Something that might interest you is that footage shot at the St. Croix factory by a Discovery Channel film crew will possibly air the evening of May 7th in a program titled: “Factory Made.” Pass the word among your family and fishing buddies.


----------



## Captain Ahab (Apr 29, 2008)

Very cool - I love St. Croix rods :mrgreen:


----------



## shamoo (Apr 29, 2008)

I heard the model that begins with a t, trumpet or triumph, not sure of the name, but they have been breaking, a friend was at Dicks when two came in, so be careful. I'm a big St. Croix fan myself.


----------



## dampeoples (Apr 29, 2008)

Nice, I'm about to get my first Legend Tournament


----------



## Jim (Apr 29, 2008)

I searched Discovery and did not see it listed yet.

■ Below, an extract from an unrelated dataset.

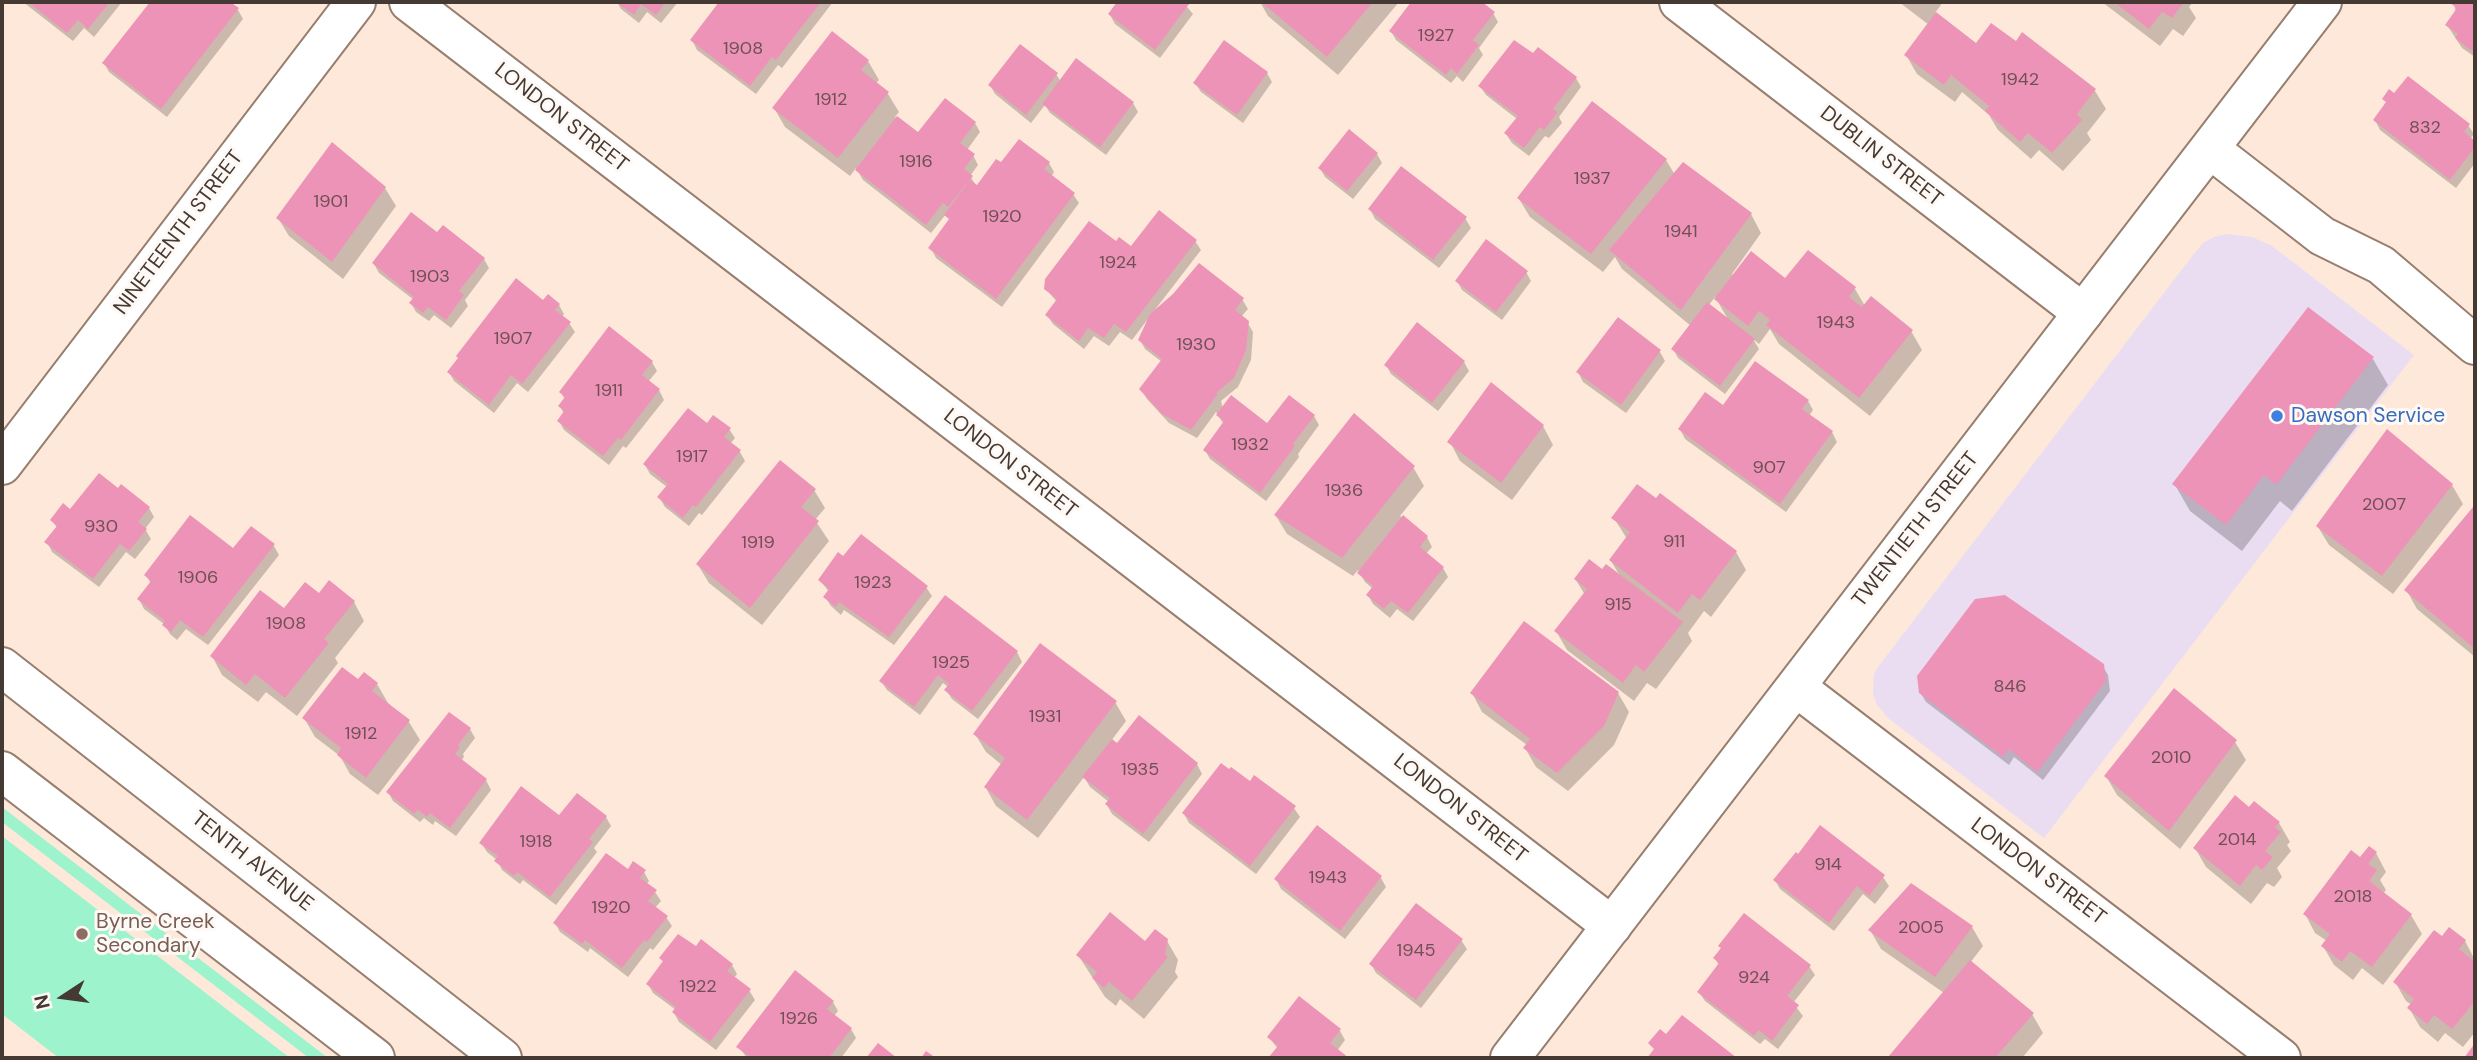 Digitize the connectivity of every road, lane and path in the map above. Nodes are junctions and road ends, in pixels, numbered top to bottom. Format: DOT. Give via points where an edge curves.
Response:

If anyone sees it and can confirm when its on (As the date gets closer) please post it up.


----------



## SMDave (Apr 29, 2008)

shamoo said:


> I heard the model that begins with a t, trumpet or triumph, not sure of the name, but they have been breaking, a friend was at Dicks when two came in, so be careful. I'm a big St. Croix fan myself.

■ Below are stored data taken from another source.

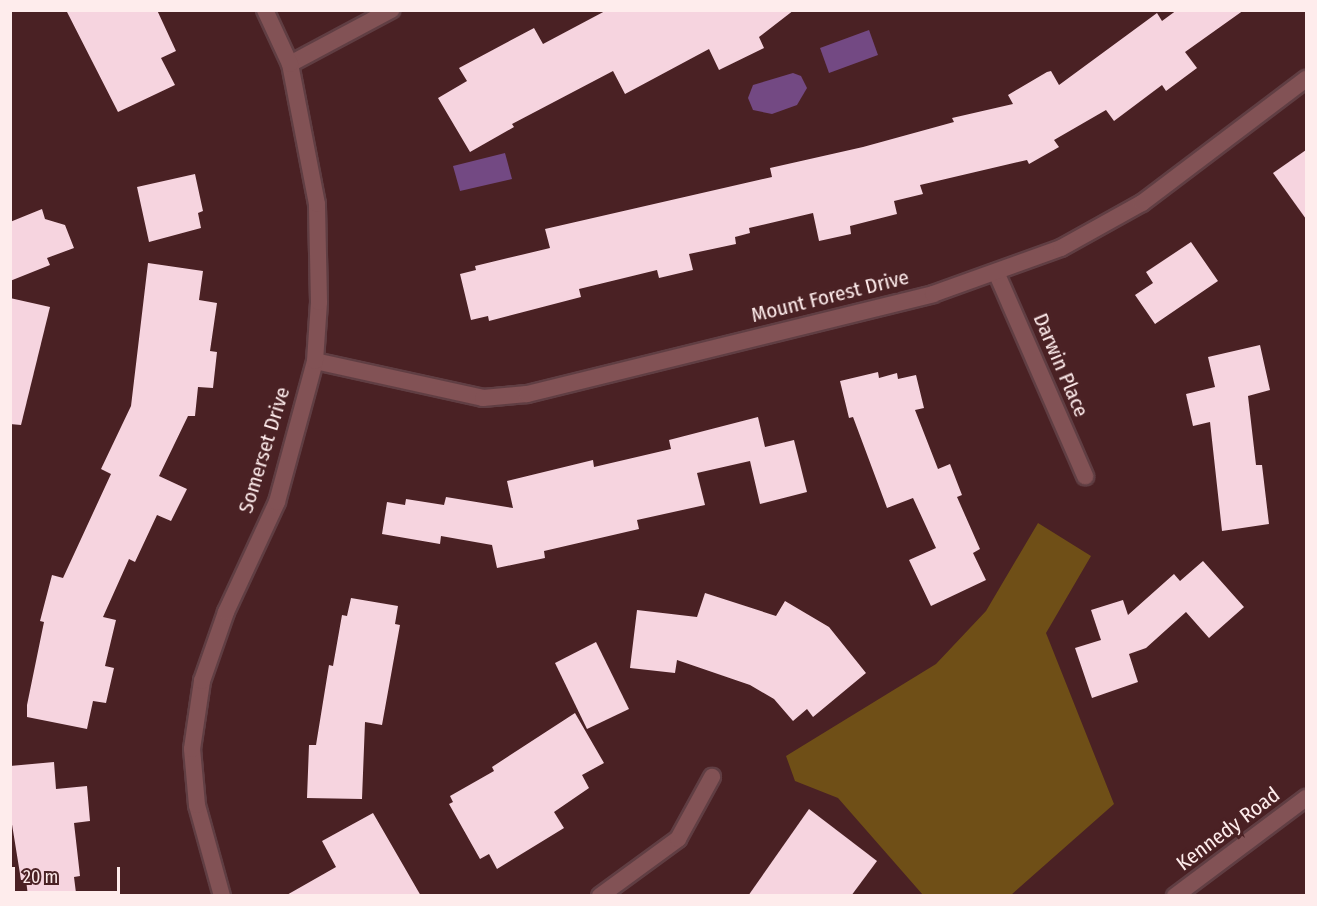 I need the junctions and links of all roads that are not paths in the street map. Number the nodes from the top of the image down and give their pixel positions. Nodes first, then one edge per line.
1 (266, 10) edge
2 (391, 10) edge
3 (290, 64) junction
4 (1306, 79) edge
5 (996, 272) junction
6 (315, 361) junction
7 (1085, 476) dead end
8 (712, 777) dead end
9 (1306, 798) edge
10 (222, 896) edge
11 (600, 896) edge
12 (1176, 896) edge

1 - 3 street, Somerset Drive
2 - 3 street
3 - 6 street, Somerset Drive
4 - 5 street, Mount Forest Drive
5 - 6 street, Mount Forest Drive
5 - 7 street, Darwin Place
6 - 10 street, Somerset Drive
8 - 11 street
9 - 12 street, Kennedy Road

Gonna have to disagree with you there! I have a surf rod and it is great! Sensitive (super), light, but strong as heck! I am telling you a 50lb. cow striper couldn't break this!


----------



## shamoo (Apr 29, 2008)

Just passen on what I heard.


----------



## slim357 (May 1, 2008)

Hey jim its gonna be on at 10:30pm on the 7th heres a link to the daily schedule https://dsc.discovery.com/tv-schedules/daily.html?date=20080507.128


----------



## Jim (May 1, 2008)

slim357 said:


> Hey jim its gonna be on at 10:30pm on the 7th heres a link to the daily schedule https://dsc.discovery.com/tv-schedules/daily.html?date=20080507.128



You the man Slim! :beer:

May 7, 2008 10:3pm
May 8, 2008 2:30am
May 11, 2008 9:30am

Discovery Channel


----------



## xmytruck (May 12, 2008)

Do you know if they are going to reshow this?? I check that day and it was not on...


----------



## natetrack (May 13, 2008)

I don't think this actually played when it was supposed too. It showed up on my guide on Dish and I had it set to DVR and nothing ever recorded. Not sure what happened.

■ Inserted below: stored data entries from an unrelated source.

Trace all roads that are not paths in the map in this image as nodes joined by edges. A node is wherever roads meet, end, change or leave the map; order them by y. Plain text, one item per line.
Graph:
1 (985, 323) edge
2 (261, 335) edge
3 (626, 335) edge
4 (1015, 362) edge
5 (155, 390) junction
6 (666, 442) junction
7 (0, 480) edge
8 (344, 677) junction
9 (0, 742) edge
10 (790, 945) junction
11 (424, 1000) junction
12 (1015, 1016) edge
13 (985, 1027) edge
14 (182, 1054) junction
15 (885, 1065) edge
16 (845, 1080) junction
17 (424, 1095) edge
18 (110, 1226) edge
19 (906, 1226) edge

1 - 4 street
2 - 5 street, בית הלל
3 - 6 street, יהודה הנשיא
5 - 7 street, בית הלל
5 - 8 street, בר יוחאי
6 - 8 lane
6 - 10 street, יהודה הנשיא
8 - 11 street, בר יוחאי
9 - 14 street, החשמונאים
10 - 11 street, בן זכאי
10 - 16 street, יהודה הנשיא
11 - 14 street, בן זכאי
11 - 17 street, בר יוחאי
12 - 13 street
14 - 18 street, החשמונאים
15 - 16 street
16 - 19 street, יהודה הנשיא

Did anybody actually see this episode?


----------



## Jim (May 13, 2008)

I didn't. I was kind of hoping it would show up on youtube or something like that.


----------



## Salmon_Slayer_2008_Lund (May 17, 2008)

Man I love St.Croix rods. Better in my opinion than G.Loomis. Not that I have anything against G.Loomis rods but I lean towards St.Croix as I have 4 and my brother has 5 or 6, including a Muskie rod.


----------



## Broncoman (Jul 28, 2008)

Didn't they make the "Fishing Machine" I have one that my grandma gave me along with a pocket fisherman.


----------